Task to carry out: Among the records that follow, find each line holding the word "roads" and copy it.

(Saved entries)
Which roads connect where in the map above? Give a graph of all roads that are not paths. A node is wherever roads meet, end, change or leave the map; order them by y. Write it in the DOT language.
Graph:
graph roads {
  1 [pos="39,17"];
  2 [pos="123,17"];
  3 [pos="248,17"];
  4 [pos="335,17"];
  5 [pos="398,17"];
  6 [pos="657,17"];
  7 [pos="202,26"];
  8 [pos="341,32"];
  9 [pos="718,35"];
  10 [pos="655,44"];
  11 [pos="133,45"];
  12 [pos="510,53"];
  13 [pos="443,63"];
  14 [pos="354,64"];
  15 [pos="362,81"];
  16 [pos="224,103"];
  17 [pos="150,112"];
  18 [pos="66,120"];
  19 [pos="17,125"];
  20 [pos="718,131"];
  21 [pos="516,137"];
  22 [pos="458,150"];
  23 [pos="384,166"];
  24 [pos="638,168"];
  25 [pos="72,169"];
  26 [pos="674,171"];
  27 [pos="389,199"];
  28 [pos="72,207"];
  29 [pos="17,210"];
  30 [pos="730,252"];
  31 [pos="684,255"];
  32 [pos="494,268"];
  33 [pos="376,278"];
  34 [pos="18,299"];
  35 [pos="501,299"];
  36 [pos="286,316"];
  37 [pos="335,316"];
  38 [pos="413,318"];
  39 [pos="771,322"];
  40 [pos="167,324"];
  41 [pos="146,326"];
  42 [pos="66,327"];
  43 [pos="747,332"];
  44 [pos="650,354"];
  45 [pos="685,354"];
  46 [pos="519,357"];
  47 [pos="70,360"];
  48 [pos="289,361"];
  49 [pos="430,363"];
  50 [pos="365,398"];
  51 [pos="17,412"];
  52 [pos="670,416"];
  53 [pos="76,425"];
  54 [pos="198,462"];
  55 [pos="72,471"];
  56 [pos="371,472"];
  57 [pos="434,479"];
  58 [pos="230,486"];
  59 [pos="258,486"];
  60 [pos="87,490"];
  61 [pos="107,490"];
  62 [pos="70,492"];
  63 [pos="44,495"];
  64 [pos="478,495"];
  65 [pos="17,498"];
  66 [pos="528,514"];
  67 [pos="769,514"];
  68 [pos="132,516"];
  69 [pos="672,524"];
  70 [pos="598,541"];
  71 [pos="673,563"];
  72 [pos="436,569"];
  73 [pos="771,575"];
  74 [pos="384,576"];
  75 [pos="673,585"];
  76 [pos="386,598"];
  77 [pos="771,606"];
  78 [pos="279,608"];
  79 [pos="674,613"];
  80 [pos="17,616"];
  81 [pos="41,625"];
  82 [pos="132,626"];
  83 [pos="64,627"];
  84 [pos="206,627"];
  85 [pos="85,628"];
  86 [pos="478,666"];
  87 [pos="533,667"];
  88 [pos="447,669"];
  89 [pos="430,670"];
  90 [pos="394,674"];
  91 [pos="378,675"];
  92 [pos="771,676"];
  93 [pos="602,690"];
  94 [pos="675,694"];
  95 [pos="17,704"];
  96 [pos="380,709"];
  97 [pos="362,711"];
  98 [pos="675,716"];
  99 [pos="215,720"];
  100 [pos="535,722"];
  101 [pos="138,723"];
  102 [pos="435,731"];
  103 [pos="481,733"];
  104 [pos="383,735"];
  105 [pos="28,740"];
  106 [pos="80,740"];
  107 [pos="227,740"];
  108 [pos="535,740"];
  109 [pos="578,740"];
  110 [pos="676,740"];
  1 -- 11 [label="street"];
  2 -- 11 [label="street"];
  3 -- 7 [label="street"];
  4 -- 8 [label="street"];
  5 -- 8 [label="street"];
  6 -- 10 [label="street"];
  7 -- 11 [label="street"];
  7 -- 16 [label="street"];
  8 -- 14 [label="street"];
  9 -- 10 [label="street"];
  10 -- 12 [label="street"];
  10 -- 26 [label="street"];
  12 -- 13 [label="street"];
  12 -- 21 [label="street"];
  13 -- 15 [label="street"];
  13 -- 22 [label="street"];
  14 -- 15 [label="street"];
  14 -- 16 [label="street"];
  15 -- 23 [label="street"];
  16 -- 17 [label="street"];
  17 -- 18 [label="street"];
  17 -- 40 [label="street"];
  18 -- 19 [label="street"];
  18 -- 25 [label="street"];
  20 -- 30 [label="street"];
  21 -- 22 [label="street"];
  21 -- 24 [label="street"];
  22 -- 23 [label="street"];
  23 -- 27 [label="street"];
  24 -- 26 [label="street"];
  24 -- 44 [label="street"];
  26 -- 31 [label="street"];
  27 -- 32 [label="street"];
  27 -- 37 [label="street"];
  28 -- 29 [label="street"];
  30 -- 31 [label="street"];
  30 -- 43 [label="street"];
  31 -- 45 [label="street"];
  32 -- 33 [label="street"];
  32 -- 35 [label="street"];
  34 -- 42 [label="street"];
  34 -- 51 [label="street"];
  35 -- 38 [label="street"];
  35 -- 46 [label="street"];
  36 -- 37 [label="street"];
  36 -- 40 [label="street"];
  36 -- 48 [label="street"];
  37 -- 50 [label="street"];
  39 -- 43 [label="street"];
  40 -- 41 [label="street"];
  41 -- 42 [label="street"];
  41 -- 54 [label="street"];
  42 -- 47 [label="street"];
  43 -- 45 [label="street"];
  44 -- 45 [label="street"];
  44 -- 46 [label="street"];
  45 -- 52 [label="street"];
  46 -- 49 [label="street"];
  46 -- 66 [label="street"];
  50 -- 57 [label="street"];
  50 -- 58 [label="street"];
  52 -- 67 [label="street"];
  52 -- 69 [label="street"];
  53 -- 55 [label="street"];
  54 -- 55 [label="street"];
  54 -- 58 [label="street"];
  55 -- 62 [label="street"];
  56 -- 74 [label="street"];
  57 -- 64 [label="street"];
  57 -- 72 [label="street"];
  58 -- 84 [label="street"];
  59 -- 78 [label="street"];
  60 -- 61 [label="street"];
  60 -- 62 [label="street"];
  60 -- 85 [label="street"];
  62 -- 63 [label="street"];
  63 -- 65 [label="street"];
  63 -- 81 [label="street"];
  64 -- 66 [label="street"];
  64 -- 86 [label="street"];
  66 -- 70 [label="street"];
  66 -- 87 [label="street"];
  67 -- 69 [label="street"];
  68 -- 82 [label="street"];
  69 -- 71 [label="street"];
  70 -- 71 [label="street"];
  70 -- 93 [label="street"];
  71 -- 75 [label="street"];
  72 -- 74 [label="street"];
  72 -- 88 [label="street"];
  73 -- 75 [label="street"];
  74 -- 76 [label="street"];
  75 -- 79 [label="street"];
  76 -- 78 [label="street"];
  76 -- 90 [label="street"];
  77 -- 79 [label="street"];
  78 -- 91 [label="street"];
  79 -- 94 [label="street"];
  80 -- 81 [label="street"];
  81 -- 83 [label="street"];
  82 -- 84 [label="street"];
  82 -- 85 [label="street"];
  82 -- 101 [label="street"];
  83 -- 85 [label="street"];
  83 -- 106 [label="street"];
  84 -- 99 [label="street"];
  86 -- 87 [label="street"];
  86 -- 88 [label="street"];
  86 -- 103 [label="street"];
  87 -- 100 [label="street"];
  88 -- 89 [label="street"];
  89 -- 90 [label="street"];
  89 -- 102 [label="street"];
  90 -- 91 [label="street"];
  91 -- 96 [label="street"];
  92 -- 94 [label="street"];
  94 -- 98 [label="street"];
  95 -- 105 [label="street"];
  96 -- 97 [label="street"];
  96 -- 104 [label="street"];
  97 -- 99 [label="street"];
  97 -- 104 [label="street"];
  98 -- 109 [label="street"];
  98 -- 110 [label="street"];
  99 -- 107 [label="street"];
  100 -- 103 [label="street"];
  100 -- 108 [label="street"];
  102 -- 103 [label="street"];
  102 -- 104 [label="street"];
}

Solution to this exercise:
Which roads connect where in the map above? Give a graph of all roads that are not paths. A node is wherever roads meet, end, change or leave the map; order them by y. Write it in the DOT language.
graph roads {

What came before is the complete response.